New Hampshire, Massachusetts, Rhode Island, and North Carolina had appointed commissioners, who failed to arrive in Annapolis in time to attend the meeting, and Connecticut, Maryland, South Carolina, and Georgia had taken no action at all.

The convention also related to George Washington's plans concerning the waterways connecting the Potomac and the Ohio River.

==Convention==
Most of the delegates to the meeting were tasked only to take up the issue of trade among the states, but New Jersey's delegates were authorized to discuss a broader scope of reforms. The group realized that the issue of trade touched upon many other aspects of the Confederation and that a future meeting with a broader scope would be necessary to adequately address the problems.

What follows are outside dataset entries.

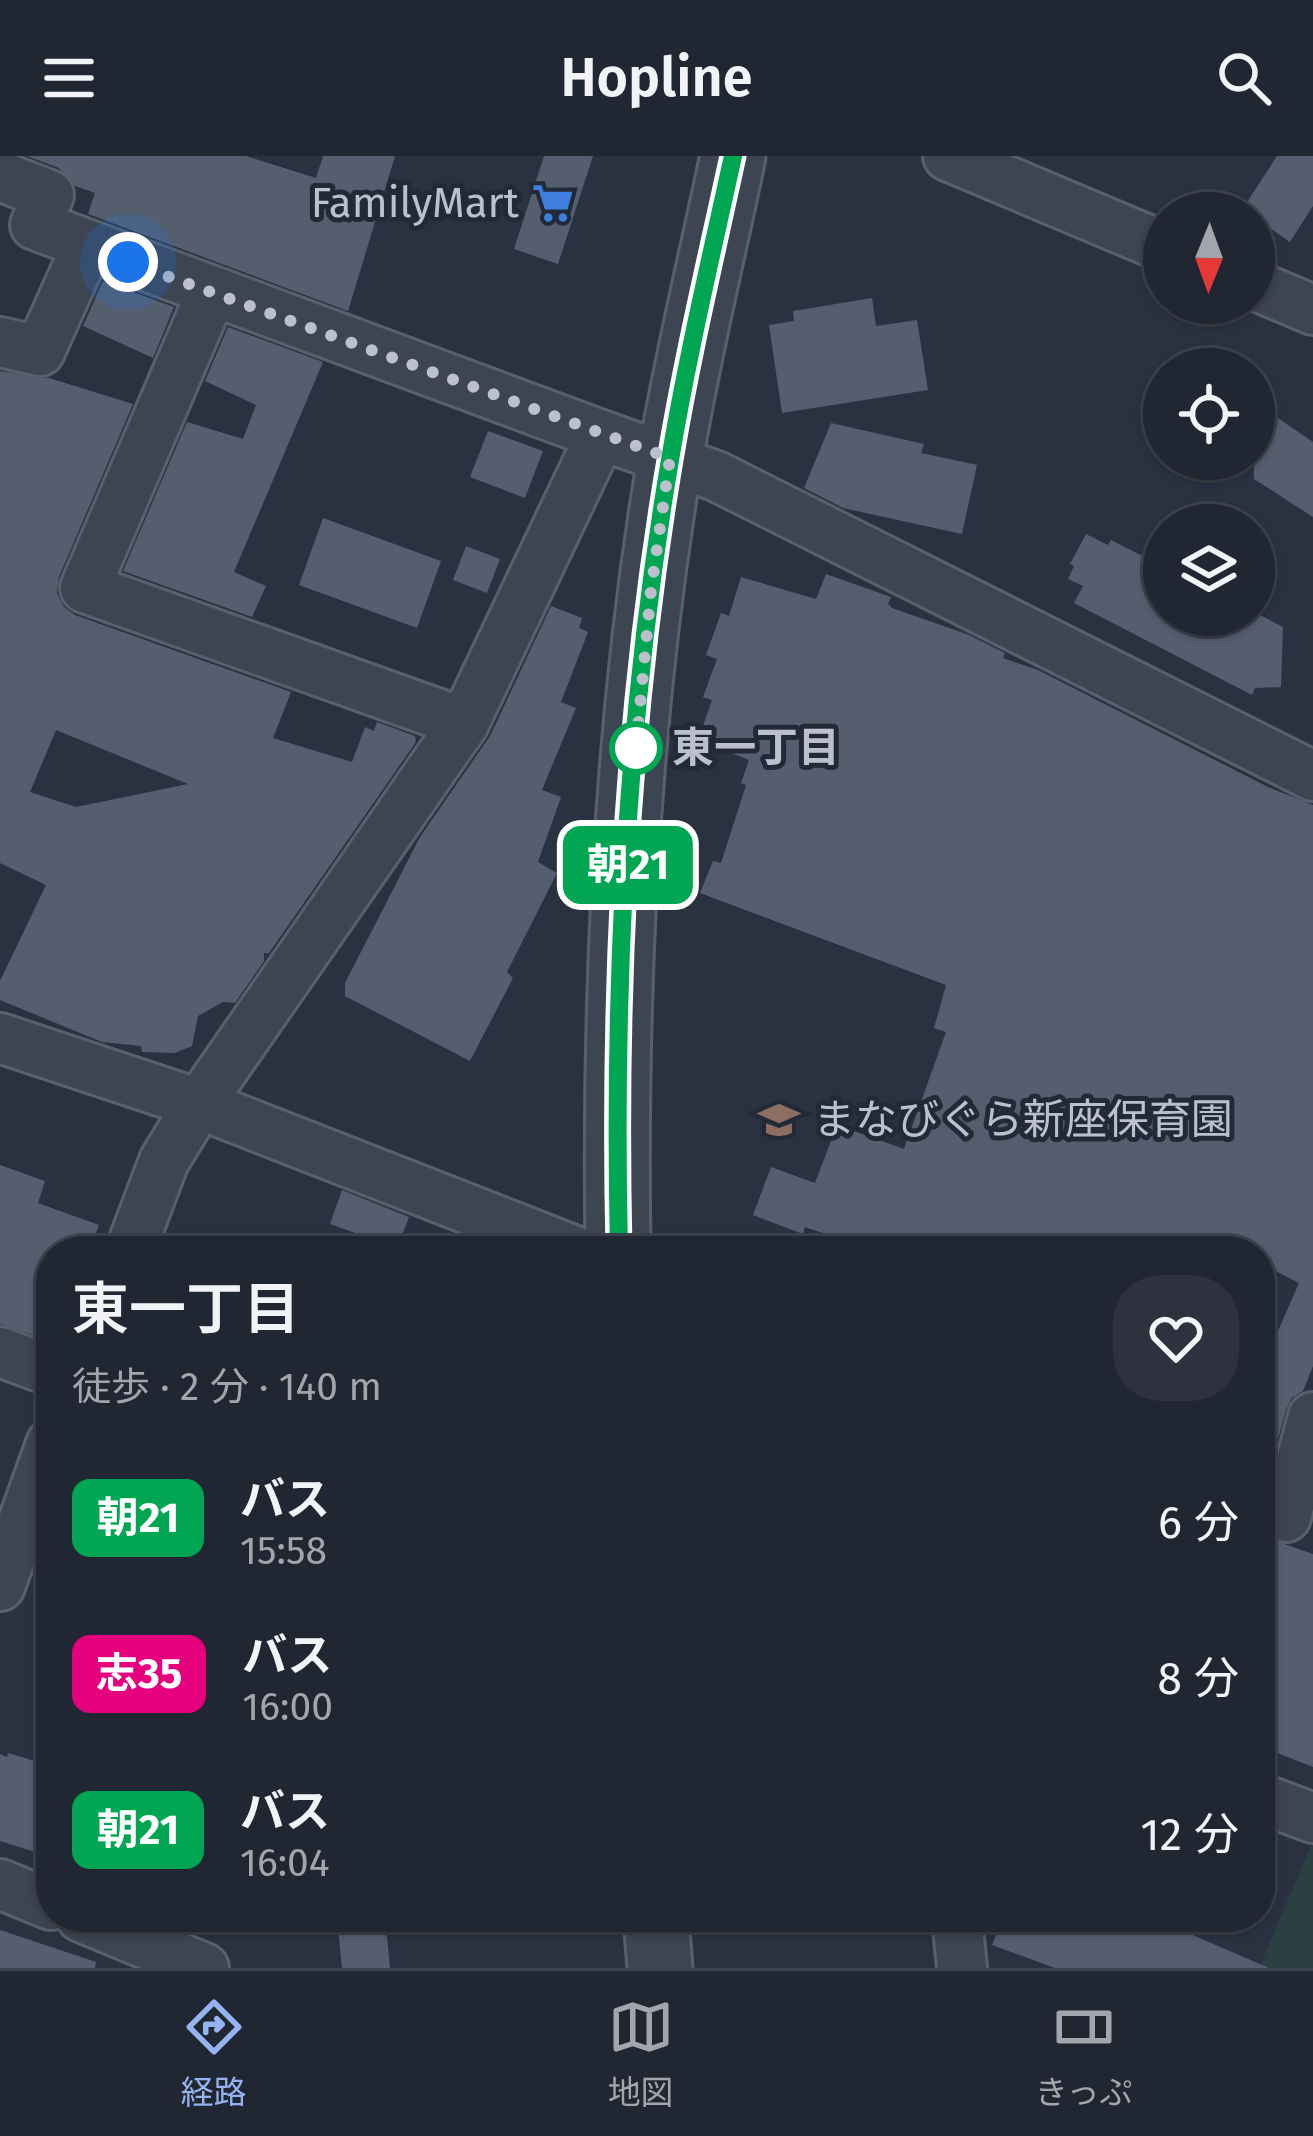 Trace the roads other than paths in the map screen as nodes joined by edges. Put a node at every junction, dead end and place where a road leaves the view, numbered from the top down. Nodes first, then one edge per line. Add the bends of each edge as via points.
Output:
1 (733, 156) edge
2 (949, 156) edge
3 (55, 175) edge
4 (0, 176) edge
5 (1143, 238) edge
6 (86, 248) junction
7 (212, 292) junction
8 (1275, 294) edge
9 (1313, 310) edge
10 (0, 342) edge
11 (601, 435) junction
12 (670, 458) junction
13 (464, 723) junction
14 (1313, 776) edge
15 (0, 1038) edge
16 (199, 1104) junction
17 (136, 1236) edge
18 (536, 1236) edge
19 (619, 1236) edge
20 (0, 1352) edge
21 (36, 1365) edge
22 (1313, 1418) edge
23 (36, 1486) edge
24 (1286, 1517) edge
25 (0, 1586) edge
26 (1275, 1804) edge
27 (1313, 1818) edge
28 (0, 1884) edge
29 (36, 1899) edge
30 (117, 1932) edge
31 (657, 1932) edge
32 (958, 1932) edge
33 (204, 1968) edge
34 (660, 1968) edge
35 (962, 1968) edge

1 - 12 street
2 - 5 street
3 - 4 street
3 - 6 street via 35,226
6 - 7 street
6 - 10 street via 40,351
7 - 11 street
7 - 13 street via 86,588
8 - 9 street
11 - 12 street
11 - 13 street
12 - 14 street
12 - 19 street via 627,880 615,1072
13 - 16 street
15 - 16 street
16 - 17 street via 164,1161
16 - 18 street
20 - 21 street
22 - 24 street
23 - 25 street
26 - 27 street
28 - 29 street
30 - 33 street
31 - 34 street
32 - 35 street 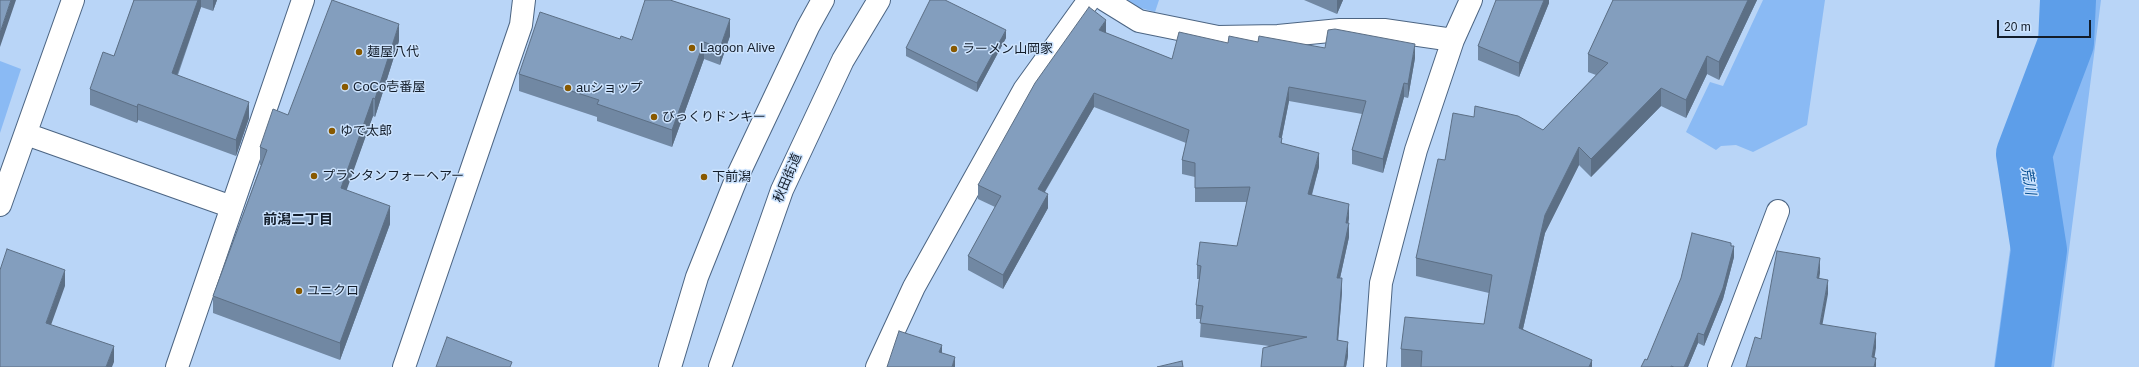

The final report of the convention was adopted unanimously and sent to the Congress of the Confederation and to the states. Its main author was Alexander Hamilton. The report sought support for a broader constitutional convention to be held the following May in Philadelphia. It expressed the hope that more states would be represented and that their delegates or deputies would be authorized to examine areas broader than trade alone.

==Aftermath==
Because of the few representatives in attendance, their authority was limited. It is unclear how much weight the convention's call carried, but the urgency of the need for constitutional reform was highlighted by a number of rebellions that took place all over the country. Although most of them were easily suppressed, Shays' Rebellion lasted from August 1786 to February 1787. The rebellion called attention to both popular discontent and government weakness.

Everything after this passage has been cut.